La MPT répond à l’appel à projet lancé par la mairie de Brest en 2002, ce qui lui permet d’acquérir un ordinateur portable. C’est le début du projet « Au pied de ma tour », l’ordinateur accompagnant désormais les livres dans la rue, tous deux trouvant leur complémentarité dans un travail sur l’écrit.
Depuis, le PAPI de la MPT voit venir des voisins, jeunes et moins jeunes pour réaliser des tâches souvent effectuées pour la première fois dans une cage d’immeuble ou sur l’herbe du stade tout proche : mettre à jour un curriculum vitae, effectuer en ligne une déclaration d’impôts, mais aussi envoyer un courrier électronique, composer un poème, inventer une histoire, écrire un souvenir, etc.
« Comment détacher les gens d’un écran ? Avec un autre écran ! »
Jean-Paul s’installe dans différents lieux.

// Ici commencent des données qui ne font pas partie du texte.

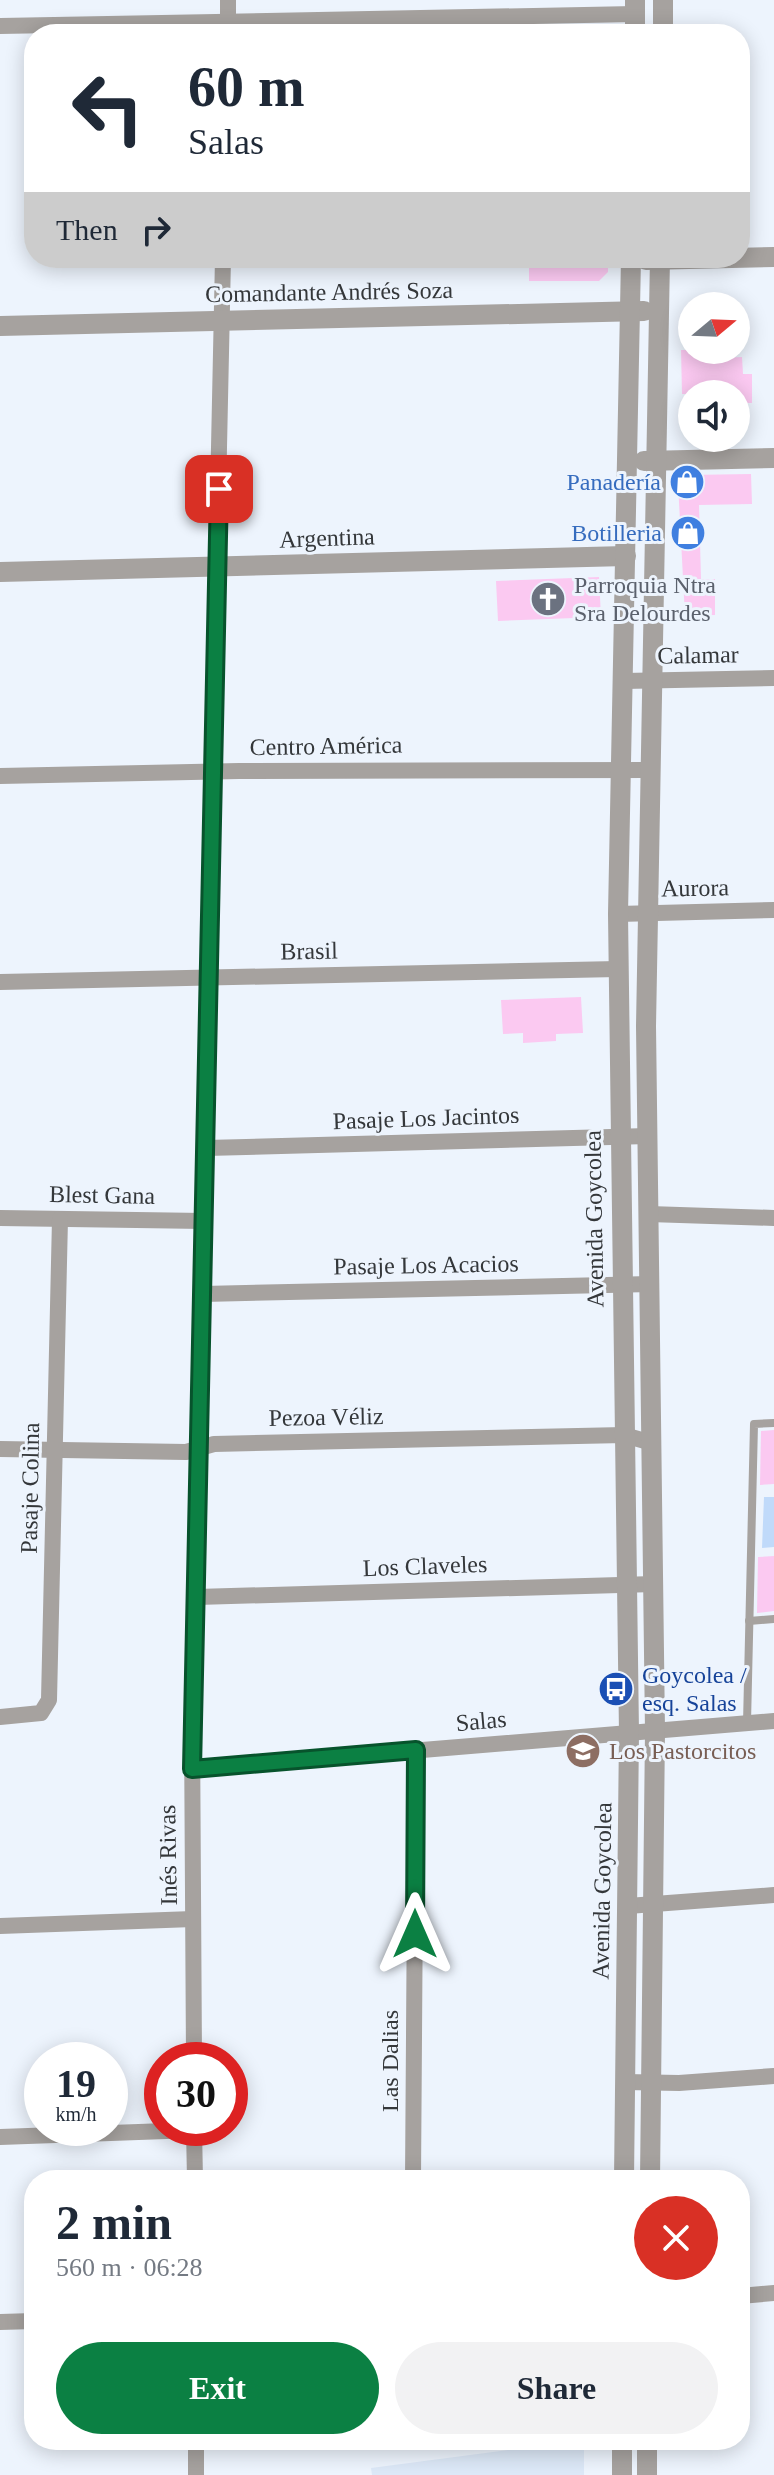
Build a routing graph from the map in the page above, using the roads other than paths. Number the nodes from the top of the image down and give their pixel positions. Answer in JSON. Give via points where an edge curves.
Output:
{"nodes":[{"id":1,"x":228,"y":0,"type":"edge"},
{"id":2,"x":663,"y":0,"type":"edge"},
{"id":3,"x":635,"y":16,"type":"edge"},
{"id":4,"x":228,"y":24,"type":"edge"},
{"id":5,"x":364,"y":24,"type":"edge"},
{"id":6,"x":663,"y":24,"type":"edge"},
{"id":7,"x":0,"y":26,"type":"edge"},
{"id":8,"x":24,"y":26,"type":"edge"},
{"id":9,"x":750,"y":257,"type":"edge"},
{"id":10,"x":774,"y":257,"type":"edge"},
{"id":11,"x":223,"y":268,"type":"edge"},
{"id":12,"x":631,"y":268,"type":"edge"},
{"id":13,"x":660,"y":268,"type":"edge"},
{"id":14,"x":659,"y":310,"type":"junction"},
{"id":15,"x":630,"y":311,"type":"junction"},
{"id":16,"x":222,"y":321,"type":"junction"},
{"id":17,"x":0,"y":326,"type":"edge"},
{"id":18,"x":774,"y":458,"type":"edge"},
{"id":19,"x":628,"y":461,"type":"junction"},
{"id":20,"x":656,"y":461,"type":"junction"},
{"id":21,"x":655,"y":555,"type":"junction"},
{"id":22,"x":626,"y":556,"type":"junction"},
{"id":23,"x":217,"y":568,"type":"junction"},
{"id":24,"x":0,"y":572,"type":"edge"},
{"id":25,"x":774,"y":678,"type":"edge"},
{"id":26,"x":624,"y":681,"type":"junction"},
{"id":27,"x":653,"y":681,"type":"junction"},
{"id":28,"x":621,"y":767,"type":"junction"},
{"id":29,"x":652,"y":770,"type":"junction"},
{"id":30,"x":213,"y":771,"type":"junction"},
{"id":31,"x":0,"y":776,"type":"edge"},
{"id":32,"x":774,"y":910,"type":"edge"},
{"id":33,"x":648,"y":913,"type":"junction"},
{"id":34,"x":618,"y":914,"type":"junction"},
{"id":35,"x":618,"y":969,"type":"junction"},
{"id":36,"x":209,"y":977,"type":"junction"},
{"id":37,"x":0,"y":982,"type":"edge"},
{"id":38,"x":619,"y":1136,"type":"junction"},
{"id":39,"x":648,"y":1136,"type":"junction"},
{"id":40,"x":206,"y":1148,"type":"junction"},
{"id":41,"x":649,"y":1214,"type":"junction"},
{"id":42,"x":0,"y":1218,"type":"edge"},
{"id":43,"x":774,"y":1218,"type":"edge"},
{"id":44,"x":60,"y":1219,"type":"junction"},
{"id":45,"x":204,"y":1221,"type":"junction"},
{"id":46,"x":621,"y":1284,"type":"junction"},
{"id":47,"x":651,"y":1284,"type":"junction"},
{"id":48,"x":203,"y":1294,"type":"junction"},
{"id":49,"x":774,"y":1423,"type":"edge"},
{"id":50,"x":624,"y":1435,"type":"junction"},
{"id":51,"x":652,"y":1443,"type":"junction"},
{"id":52,"x":200,"y":1448,"type":"junction"},
{"id":53,"x":0,"y":1449,"type":"edge"},
{"id":54,"x":55,"y":1450,"type":"junction"},
{"id":55,"x":654,"y":1584,"type":"junction"},
{"id":56,"x":626,"y":1585,"type":"junction"},
{"id":57,"x":197,"y":1597,"type":"junction"},
{"id":58,"x":774,"y":1619,"type":"edge"},
{"id":59,"x":749,"y":1621,"type":"junction"},
{"id":60,"x":0,"y":1717,"type":"edge"},
{"id":61,"x":774,"y":1721,"type":"edge"},
{"id":62,"x":747,"y":1723,"type":"junction"},
{"id":63,"x":655,"y":1731,"type":"junction"},
{"id":64,"x":629,"y":1733,"type":"junction"},
{"id":65,"x":416,"y":1750,"type":"junction"},
{"id":66,"x":192,"y":1769,"type":"junction"},
{"id":67,"x":774,"y":1895,"type":"edge"},
{"id":68,"x":628,"y":1906,"type":"junction"},
{"id":69,"x":653,"y":1906,"type":"junction"},
{"id":70,"x":193,"y":1919,"type":"junction"},
{"id":71,"x":0,"y":1926,"type":"edge"},
{"id":72,"x":194,"y":2042,"type":"edge"},
{"id":73,"x":774,"y":2076,"type":"edge"},
{"id":74,"x":625,"y":2082,"type":"junction"},
{"id":75,"x":651,"y":2083,"type":"junction"},
{"id":76,"x":144,"y":2131,"type":"edge"},
{"id":77,"x":0,"y":2137,"type":"edge"},
{"id":78,"x":194,"y":2146,"type":"edge"},
{"id":79,"x":195,"y":2170,"type":"edge"},
{"id":80,"x":413,"y":2170,"type":"edge"},
{"id":81,"x":624,"y":2170,"type":"edge"},
{"id":82,"x":650,"y":2170,"type":"edge"},
{"id":83,"x":774,"y":2293,"type":"edge"},
{"id":84,"x":750,"y":2295,"type":"edge"},
{"id":85,"x":24,"y":2321,"type":"edge"},
{"id":86,"x":0,"y":2322,"type":"edge"},
{"id":87,"x":196,"y":2450,"type":"edge"},
{"id":88,"x":622,"y":2450,"type":"edge"},
{"id":89,"x":647,"y":2450,"type":"edge"},
{"id":90,"x":196,"y":2475,"type":"edge"},
{"id":91,"x":622,"y":2475,"type":"edge"},
{"id":92,"x":647,"y":2475,"type":"edge"}],
"edges":[{"from":1,"to":4,"type":"street"},
{"from":2,"to":6,"type":"street"},
{"from":3,"to":5,"type":"street"},
{"from":7,"to":8,"type":"street"},
{"from":9,"to":10,"type":"street"},
{"from":11,"to":16,"type":"street","name":"Inés Rivas"},
{"from":12,"to":15,"type":"street","name":"Avenida Goycolea"},
{"from":13,"to":14,"type":"street"},
{"from":14,"to":15,"type":"street","name":"Comandante Andrés Soza"},
{"from":14,"to":20,"type":"street"},
{"from":15,"to":16,"type":"street","name":"Comandante Andrés Soza"},
{"from":15,"to":19,"type":"street","name":"Avenida Goycolea"},
{"from":16,"to":17,"type":"street","name":"Comandante Andrés Soza"},
{"from":16,"to":23,"type":"street","name":"Inés Rivas"},
{"from":18,"to":20,"type":"street"},
{"from":19,"to":20,"type":"street"},
{"from":19,"to":22,"type":"street","name":"Avenida Goycolea"},
{"from":20,"to":21,"type":"street"},
{"from":21,"to":22,"type":"street","name":"Argentina"},
{"from":21,"to":27,"type":"street"},
{"from":22,"to":23,"type":"street","name":"Argentina"},
{"from":22,"to":26,"type":"street","name":"Avenida Goycolea"},
{"from":23,"to":24,"type":"street","name":"Argentina"},
{"from":23,"to":30,"type":"street","name":"Inés Rivas"},
{"from":25,"to":27,"type":"street","name":"Calamar"},
{"from":26,"to":27,"type":"street","name":"Calamar"},
{"from":26,"to":28,"type":"street","name":"Avenida Goycolea"},
{"from":27,"to":29,"type":"street"},
{"from":28,"to":29,"type":"street","name":"Centro América"},
{"from":28,"to":30,"type":"street","name":"Centro América"},
{"from":28,"to":34,"type":"street","name":"Avenida Goycolea"},
{"from":29,"to":33,"type":"street"},
{"from":30,"to":31,"type":"street","name":"Centro América"},
{"from":30,"to":36,"type":"street","name":"Inés Rivas"},
{"from":32,"to":33,"type":"street","name":"Aurora"},
{"from":33,"to":34,"type":"street","name":"Aurora"},
{"from":33,"to":39,"type":"street"},
{"from":34,"to":35,"type":"street","name":"Avenida Goycolea"},
{"from":35,"to":36,"type":"street","name":"Brasil"},
{"from":35,"to":38,"type":"street","name":"Avenida Goycolea"},
{"from":36,"to":37,"type":"street","name":"Brasil"},
{"from":36,"to":40,"type":"street","name":"Inés Rivas"},
{"from":38,"to":39,"type":"street","name":"Pasaje Los Jacintos"},
{"from":38,"to":40,"type":"street","name":"Pasaje Los Jacintos"},
{"from":38,"to":46,"type":"street","name":"Avenida Goycolea"},
{"from":39,"to":41,"type":"street"},
{"from":40,"to":45,"type":"street","name":"Inés Rivas"},
{"from":41,"to":43,"type":"street"},
{"from":41,"to":47,"type":"street"},
{"from":42,"to":44,"type":"street","name":"Blest Gana"},
{"from":44,"to":45,"type":"street","name":"Blest Gana"},
{"from":44,"to":54,"type":"street","name":"Pasaje Colina"},
{"from":45,"to":48,"type":"street","name":"Inés Rivas"},
{"from":46,"to":47,"type":"street","name":"Pasaje Los Acacios"},
{"from":46,"to":48,"type":"street","name":"Pasaje Los Acacios"},
{"from":46,"to":50,"type":"street","name":"Avenida Goycolea"},
{"from":47,"to":51,"type":"street"},
{"from":48,"to":52,"type":"street","name":"Inés Rivas"},
{"from":49,"to":59,"type":"lane","via":[[754,1424]]},
{"from":50,"to":51,"type":"street","name":"Pezoa Véliz"},
{"from":50,"to":52,"type":"street","name":"Pezoa Véliz"},
{"from":50,"to":56,"type":"street","name":"Avenida Goycolea"},
{"from":51,"to":55,"type":"street"},
{"from":52,"to":54,"type":"street","name":"Pezoa Véliz"},
{"from":52,"to":57,"type":"street","name":"Inés Rivas"},
{"from":53,"to":54,"type":"street","name":"Pezoa Véliz"},
{"from":54,"to":60,"type":"street","name":"Pasaje Colina","via":[[48,1706],[41,1713]]},
{"from":55,"to":56,"type":"street","name":"Los Claveles"},
{"from":55,"to":63,"type":"street"},
{"from":56,"to":57,"type":"street","name":"Los Claveles"},
{"from":56,"to":64,"type":"street","name":"Avenida Goycolea"},
{"from":57,"to":66,"type":"street","name":"Inés Rivas"},
{"from":58,"to":59,"type":"lane"},
{"from":59,"to":62,"type":"lane"},
{"from":61,"to":62,"type":"street","name":"Salas"},
{"from":62,"to":63,"type":"street","name":"Salas"},
{"from":63,"to":64,"type":"street","name":"Salas"},
{"from":63,"to":69,"type":"street"},
{"from":64,"to":65,"type":"street","name":"Salas"},
{"from":64,"to":68,"type":"street","name":"Avenida Goycolea"},
{"from":65,"to":66,"type":"street","name":"Salas"},
{"from":65,"to":80,"type":"street","name":"Las Dalias"},
{"from":66,"to":70,"type":"street","name":"Inés Rivas"},
{"from":67,"to":69,"type":"street"},
{"from":68,"to":69,"type":"street"},
{"from":68,"to":74,"type":"street","name":"Avenida Goycolea"},
{"from":69,"to":75,"type":"street"},
{"from":70,"to":71,"type":"street"},
{"from":70,"to":72,"type":"street","name":"Inés Rivas"},
{"from":73,"to":75,"type":"street"},
{"from":74,"to":75,"type":"street"},
{"from":74,"to":81,"type":"street","name":"Avenida Goycolea"},
{"from":75,"to":82,"type":"street"},
{"from":76,"to":77,"type":"street"},
{"from":78,"to":79,"type":"street"},
{"from":83,"to":84,"type":"street"},
{"from":85,"to":86,"type":"street"},
{"from":87,"to":90,"type":"street"},
{"from":88,"to":91,"type":"street"},
{"from":89,"to":92,"type":"street"}]}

Le chemin qui mène au centre commercial lui permet de rencontrer les mères de famille. Pour se rapprocher des jeunes, c’est plutôt le terrain de basket. Il pose chaque semaine son ordinateur dans trois lieux réguliers dans le quartier du Valy Hir. Il participe également à des activités dans d’autres PAPIs, avec d’autres MPT ou associations de la rive droite, parfois aussi avec la Ligue de l’Enseignement ou le comité d’entreprise d’une grande entreprise voisine. Loin est le temps où ce médiateur du livre intriguait en inspirant la méfiance. Maintenant, on le demande et on le redemande.

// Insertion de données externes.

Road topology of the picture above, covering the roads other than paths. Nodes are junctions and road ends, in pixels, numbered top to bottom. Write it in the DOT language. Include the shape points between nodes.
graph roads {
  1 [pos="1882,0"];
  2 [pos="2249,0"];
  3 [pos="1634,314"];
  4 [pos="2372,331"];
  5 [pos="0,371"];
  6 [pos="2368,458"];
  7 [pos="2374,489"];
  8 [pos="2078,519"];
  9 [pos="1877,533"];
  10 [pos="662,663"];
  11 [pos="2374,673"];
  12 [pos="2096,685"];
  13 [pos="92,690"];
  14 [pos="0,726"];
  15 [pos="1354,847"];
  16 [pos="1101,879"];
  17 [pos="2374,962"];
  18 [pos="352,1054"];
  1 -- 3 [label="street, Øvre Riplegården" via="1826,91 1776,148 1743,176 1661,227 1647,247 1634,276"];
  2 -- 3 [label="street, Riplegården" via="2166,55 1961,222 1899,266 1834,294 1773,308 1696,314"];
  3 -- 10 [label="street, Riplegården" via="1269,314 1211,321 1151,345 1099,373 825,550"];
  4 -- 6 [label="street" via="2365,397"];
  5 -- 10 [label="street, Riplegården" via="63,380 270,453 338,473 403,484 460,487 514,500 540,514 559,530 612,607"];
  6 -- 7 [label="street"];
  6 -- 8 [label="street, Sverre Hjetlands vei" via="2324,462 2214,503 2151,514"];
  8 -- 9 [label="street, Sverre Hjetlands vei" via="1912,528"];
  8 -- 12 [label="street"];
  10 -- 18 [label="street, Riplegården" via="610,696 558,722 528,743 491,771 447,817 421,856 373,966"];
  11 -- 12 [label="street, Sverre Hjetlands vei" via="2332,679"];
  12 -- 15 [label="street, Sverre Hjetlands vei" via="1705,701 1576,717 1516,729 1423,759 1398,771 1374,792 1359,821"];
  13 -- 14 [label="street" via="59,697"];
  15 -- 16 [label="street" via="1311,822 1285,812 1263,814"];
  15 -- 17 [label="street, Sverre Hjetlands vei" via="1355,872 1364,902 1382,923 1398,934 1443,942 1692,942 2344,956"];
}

Il change de lieux... et aussi de styles. Son travail autour de l’écriture prend différentes formes, avec et sans ordinateur : poème saisi au clavier, blog, slam, haïkus, conte lu à voix haute dans une crèche... fabrication de marionnettes ! Cela lui permet de toucher des publics qui ont de 1 à 86 ans, telle cette vieille dame qui saisit l’occasion de la Saint-Valentin 2004 pour composer un poème.
L’objectif de cette médiation par le livre est simple : tisser des liens par l’écriture, permettre aux personnes de se rencontrer et de participer à des projets collectifs, les aider à entrer dans l’univers d’Internet, de la création et de la communication et, dans la foulée, briser l’enfermement culturel auquel nous réduit le plus souvent le « petit » écran de la télévision.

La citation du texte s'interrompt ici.